Modeling and role-playing: This is the mentally or physically rehearsing a new thought or a new way of behaving. Individuals with social anxiety or obsessive-compulsive disorder may find this especially helpful, as it offers an arena to practice new opportunities for interacting.
Self-talk and affirmations: This is a universal technique to CBT and often includes coping statements. Clients are encouraged to adopt coping statements that appeal to them, memorize these statements and using them when under stress. An individual with panic disorder may adopt a coping statement that says, “Although my heart is beating a little faster right now, I’m completely healthy and in control. I can just breathe deeply and my heartbeat will slow down.”
Medication might be recommended in conjunction with therapy. Different types of anxiety benefit from different medications. Each has its own pros and cons and should be discussed with and monitored by a doctor.
Panic disorder prescription therapies frequently include the benzodiazepine class of sedatives, antidepressants selective serotonin reuptake inhibitors (SSRIs), serotonin and norepinephrine reuptake inhibitors (SNRIs) and monoamine oxidase inhibitors (MAOIs).
Social phobia is usually a lifelong fear of being scrutinized, leading to humiliation and embarrassment, in either social or evaluative situations. Antidepressants, both SSRIs, and SNRIs, are recognized for treating social anxiety disorder. Benzodiazepine may also be used.
Specific phobias are excessive and unrealistic fears of specific, concrete objects or situations that by themselves may pose a only minor threat or no threat at all. The level of distress upon exposure to the feared object/ situation may reach that of a classic panic attack. Specific phobias are categorized as fear of a) animals and insects; b) natural environments; c) blood, disease, injections; d) situations such as flying, driving, or elevators, tunnels, and bridges; e) other situations or objects. Medications are not prescribed for social phobias, as exposure therapy is the preferred course of treatment.
Generalized anxiety disorder (GAD) describes a debilitating, constant and uncontrollable lifetime of worry. The worry is out of proportion and usually cannot be pinpointed to any actual threat. SNRI are used for GAD and antihistamines may provide sedation.

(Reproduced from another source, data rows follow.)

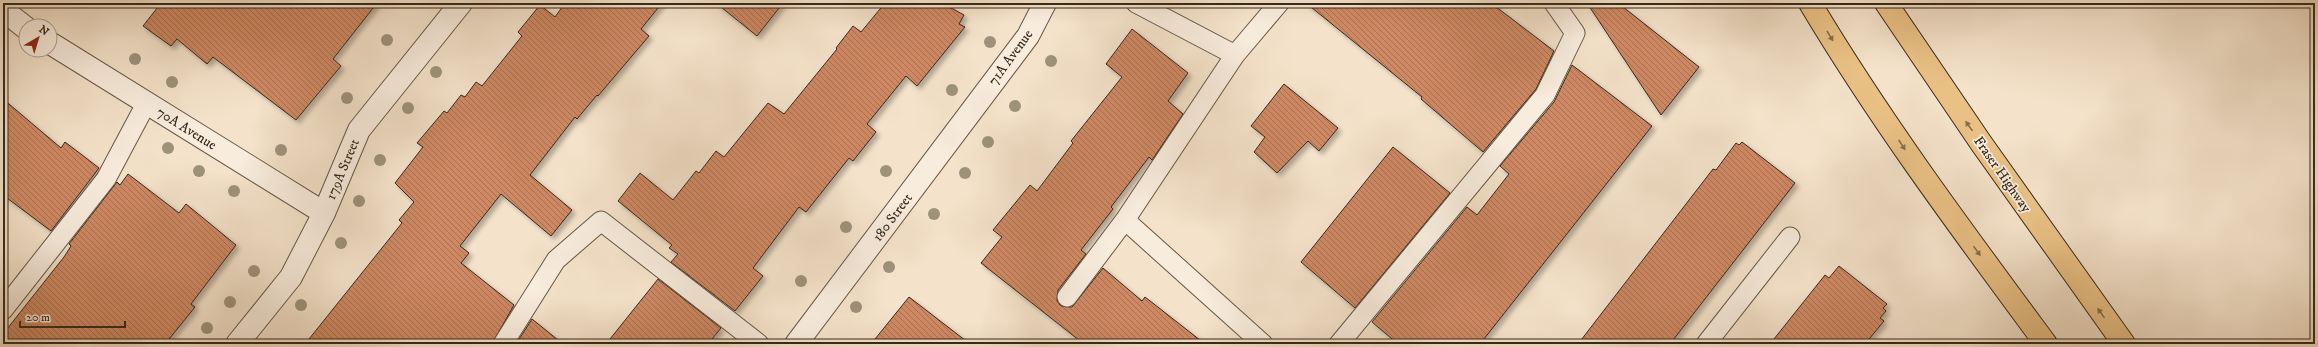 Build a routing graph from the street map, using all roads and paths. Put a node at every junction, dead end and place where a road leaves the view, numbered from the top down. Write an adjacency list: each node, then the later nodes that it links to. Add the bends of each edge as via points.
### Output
1 (461, 3): 14 (street, 179A Street, via 359,130)
2 (1045, 3): 12 (street, 71A Avenue, via 1028,36)
3 (1136, 3): 11 (lane)
4 (1279, 3): 11 (lane)
5 (1554, 3): 24 (lane, via 1575,33 1545,95)
6 (1810, 3): 26 (main road, one-way to 26, via 1924,179)
7 (1886, 3): 27 (main road, Fraser Highway, one-way to 7, via 1981,143)
8 (3, 10): 9 (street)
9 (18, 22)
10 (58, 48): 13 (street, 70A Avenue)
11 (1235, 55): 15 (lane)
12 (987, 90): 22 (street, 180 Street)
13 (147, 102): 14 (street, 70A Avenue); 18 (lane, via 106,179)
14 (324, 213): 19 (street, 179A Street, via 291,277)
15 (1125, 220): 17 (lane); 23 (lane)
16 (1790, 237): 25 (lane)
17 (1067, 297)
18 (3, 310)
19 (237, 344)
20 (503, 344): 21 (lane, via 556,260 601,221)
21 (759, 344)
22 (796, 344)
23 (1263, 344)
24 (1339, 344)
25 (1706, 344)
26 (2046, 344)
27 (2124, 344)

Post-traumatic stress disorder (PTSD) has a known origin in a traumatic event such as war, sexual assault, childhood abuse (physical or sexual), natural disasters, or auto or other accidents. SSRI medications Zoloft and Paxil are the only pharmaceuticals authorized for treatment, although other medications are sometimes prescribed.
Obsessive-compulsive disorder (OCD) describes a syndrome of persistent and recurring obsessions (ideas, thoughts and images) or compulsive behaviors (such as counting). SSRI antidepressants are effective in treating OCD.